(Stored entries)

+--

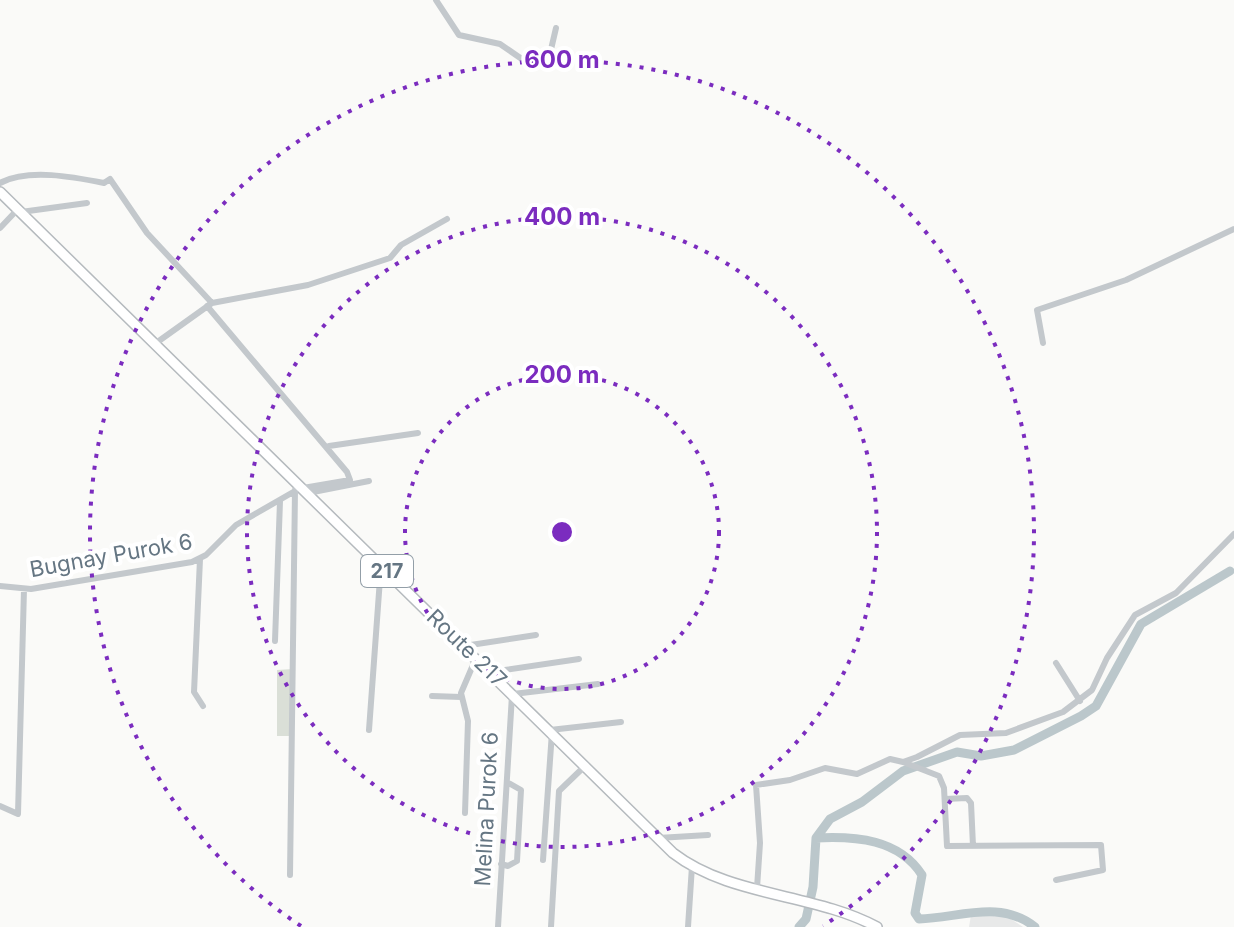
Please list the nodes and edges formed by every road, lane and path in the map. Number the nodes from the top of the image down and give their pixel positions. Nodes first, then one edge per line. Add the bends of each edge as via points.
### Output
1 (436, 0) edge
2 (556, 28) dead end
3 (0, 183) edge
4 (0, 192) edge
5 (87, 203) dead end
6 (20, 211) junction
7 (447, 219) dead end
8 (0, 228) edge
9 (1234, 229) edge
10 (209, 304) junction
11 (156, 343) junction
12 (1043, 343) dead end
13 (418, 433) dead end
14 (329, 446) junction
15 (369, 481) dead end
16 (302, 489) junction
17 (280, 501) junction
18 (1234, 534) edge
19 (200, 559) junction
20 (381, 565) junction
21 (0, 586) edge
22 (24, 589) junction
23 (536, 635) dead end
24 (275, 641) dead end
25 (464, 646) junction
26 (476, 658) junction
27 (579, 659) dead end
28 (1056, 663) dead end
29 (491, 672) junction
30 (598, 684) dead end
31 (513, 693) junction
32 (432, 696) dead end
33 (461, 697) junction
34 (1080, 701) junction
35 (203, 706) dead end
36 (621, 722) dead end
37 (369, 730) dead end
38 (551, 731) junction
39 (903, 762) junction
40 (586, 765) junction
41 (507, 782) junction
42 (945, 799) junction
43 (0, 806) edge
44 (465, 813) dead end
45 (708, 835) dead end
46 (658, 838) junction
47 (973, 846) junction
48 (543, 860) dead end
49 (501, 864) junction
50 (692, 866) junction
51 (290, 875) dead end
52 (1056, 880) dead end
53 (757, 888) junction
54 (498, 927) edge
55 (551, 927) edge
56 (688, 927) edge
57 (877, 927) edge

1 - 2 street via 459,35 500,44 532,66 549,58
3 - 10 street via 18,175 104,183 110,179 147,233
4 - 6 main road, Route 217 / 217
5 - 6 street
6 - 8 street
6 - 11 main road, Route 217 / 217
7 - 10 street via 401,245 390,258 308,285
9 - 12 street via 1126,280 1037,310
10 - 11 street
10 - 14 street
11 - 16 main road, Route 217 / 217
13 - 14 street
14 - 16 street via 350,480
15 - 16 street
16 - 17 street, Bugnay Purok 6
16 - 20 main road, Route 217 / 217
16 - 51 street
17 - 19 street, Bugnay Purok 6 via 236,525
17 - 24 street
18 - 34 street via 1176,593 1135,615 1092,690
19 - 22 street, Bugnay Purok 6
19 - 35 street via 194,692
20 - 25 main road, Route 217 / 217
20 - 37 street
21 - 22 street, Bugnay Purok 6
22 - 43 street via 18,814
23 - 25 street
25 - 26 main road, Route 217 / 217
26 - 29 main road, Route 217 / 217
26 - 33 street
27 - 29 street
28 - 34 street
29 - 31 main road, Route 217 / 217
30 - 31 street
31 - 38 main road, Route 217 / 217
31 - 41 street, Melina Purok 6
32 - 33 street
33 - 44 street via 468,721
34 - 39 street via 1023,728 960,735
36 - 38 street
38 - 40 main road, Route 217 / 217
38 - 48 street
39 - 42 street via 939,776
39 - 53 street via 890,759 852,775 825,768 756,785
40 - 46 main road, Route 217 / 217
40 - 55 street via 559,791
41 - 49 street, Melina Purok 6
41 - 49 street via 521,790 520,835 517,861
42 - 47 street via 967,798 971,803
42 - 47 street via 947,846
45 - 46 street
46 - 50 main road, Route 217 / 217
47 - 52 street via 1101,845 1103,870
49 - 54 street, Melina Purok 6
50 - 53 main road, Route 217 / 217
50 - 56 street
53 - 57 main road, Route 217 / 217 via 845,911

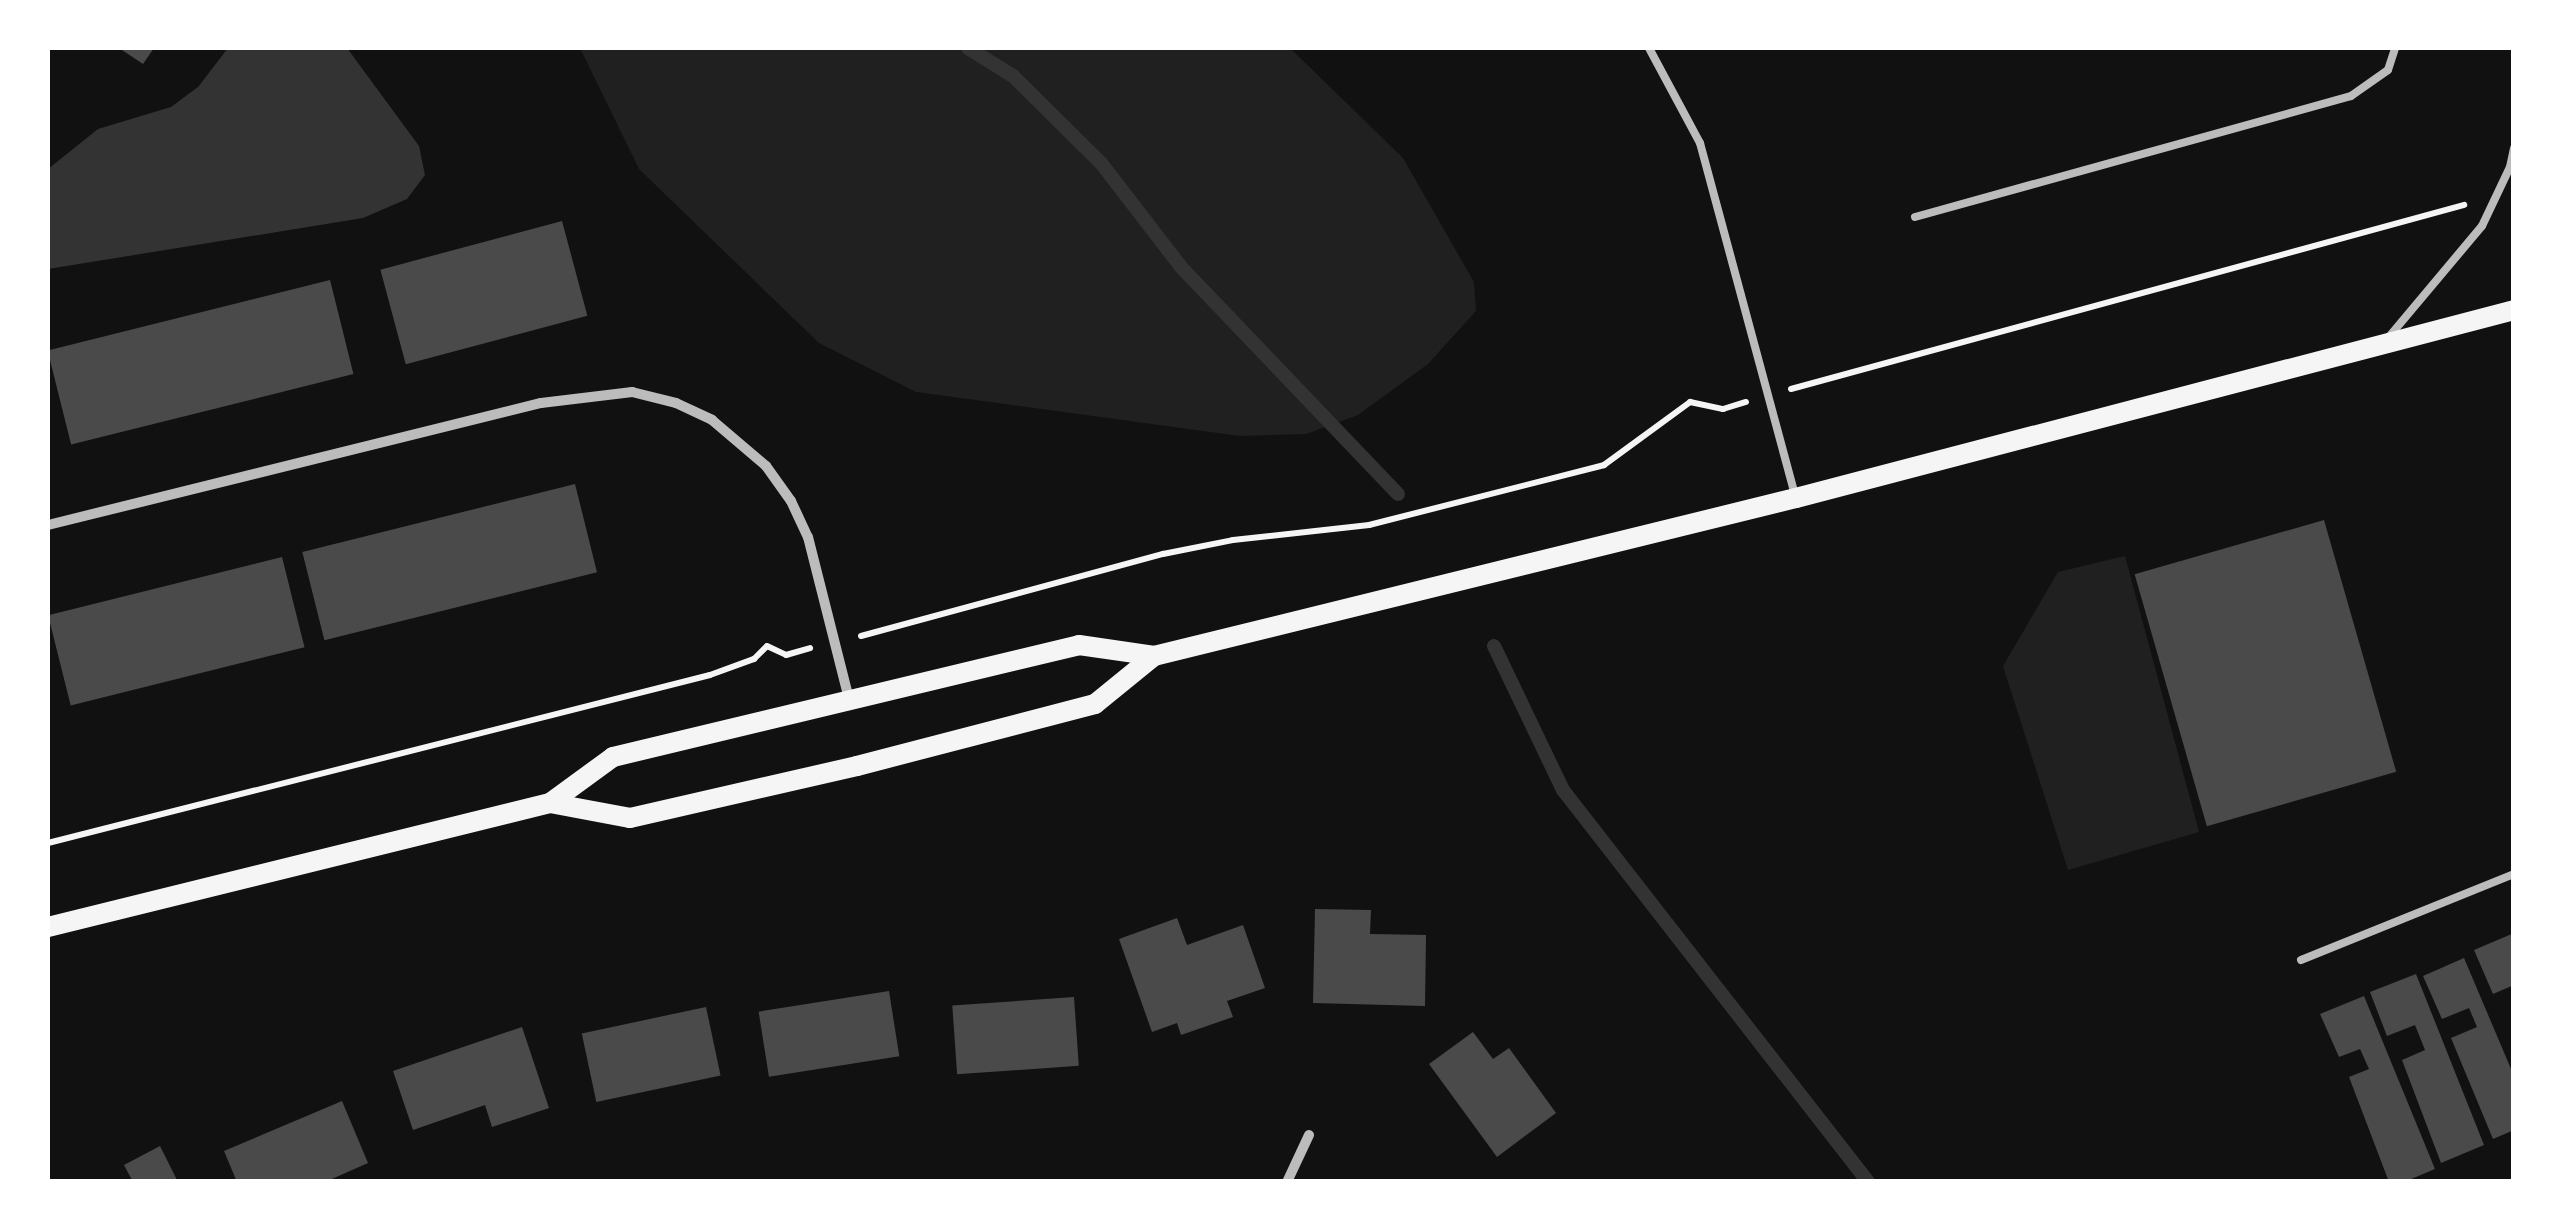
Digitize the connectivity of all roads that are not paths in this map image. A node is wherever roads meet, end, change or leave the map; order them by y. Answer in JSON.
{"nodes":[{"id":1,"x":1649,"y":48,"type":"edge"},
{"id":2,"x":2396,"y":48,"type":"edge"},
{"id":3,"x":2514,"y":148,"type":"edge"},
{"id":4,"x":1915,"y":217,"type":"dead end"},
{"id":5,"x":2514,"y":310,"type":"edge"},
{"id":6,"x":2380,"y":347,"type":"junction"},
{"id":7,"x":1796,"y":498,"type":"junction"},
{"id":8,"x":48,"y":525,"type":"edge"},
{"id":9,"x":1154,"y":656,"type":"junction"},
{"id":10,"x":850,"y":700,"type":"junction"},
{"id":11,"x":550,"y":802,"type":"junction"},
{"id":12,"x":2514,"y":874,"type":"edge"},
{"id":13,"x":48,"y":927,"type":"edge"},
{"id":14,"x":2301,"y":960,"type":"dead end"},
{"id":15,"x":1310,"y":1135,"type":"dead end"},
{"id":16,"x":1287,"y":1182,"type":"edge"}],
"edges":[{"from":1,"to":7,"type":"lane"},
{"from":2,"to":4,"type":"lane"},
{"from":3,"to":6,"type":"lane"},
{"from":5,"to":6,"type":"main road"},
{"from":6,"to":7,"type":"main road"},
{"from":7,"to":9,"type":"main road"},
{"from":8,"to":10,"type":"street"},
{"from":9,"to":10,"type":"main road"},
{"from":9,"to":11,"type":"main road"},
{"from":10,"to":11,"type":"main road"},
{"from":11,"to":13,"type":"main road"},
{"from":12,"to":14,"type":"lane"},
{"from":15,"to":16,"type":"street"}]}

+--

- **Task brief**
A complete answer gives every line of the data that includes "Bugnay".

- **Exercise response**
16 - 17 street, Bugnay Purok 6
17 - 19 street, Bugnay Purok 6 via 236,525
19 - 22 street, Bugnay Purok 6
21 - 22 street, Bugnay Purok 6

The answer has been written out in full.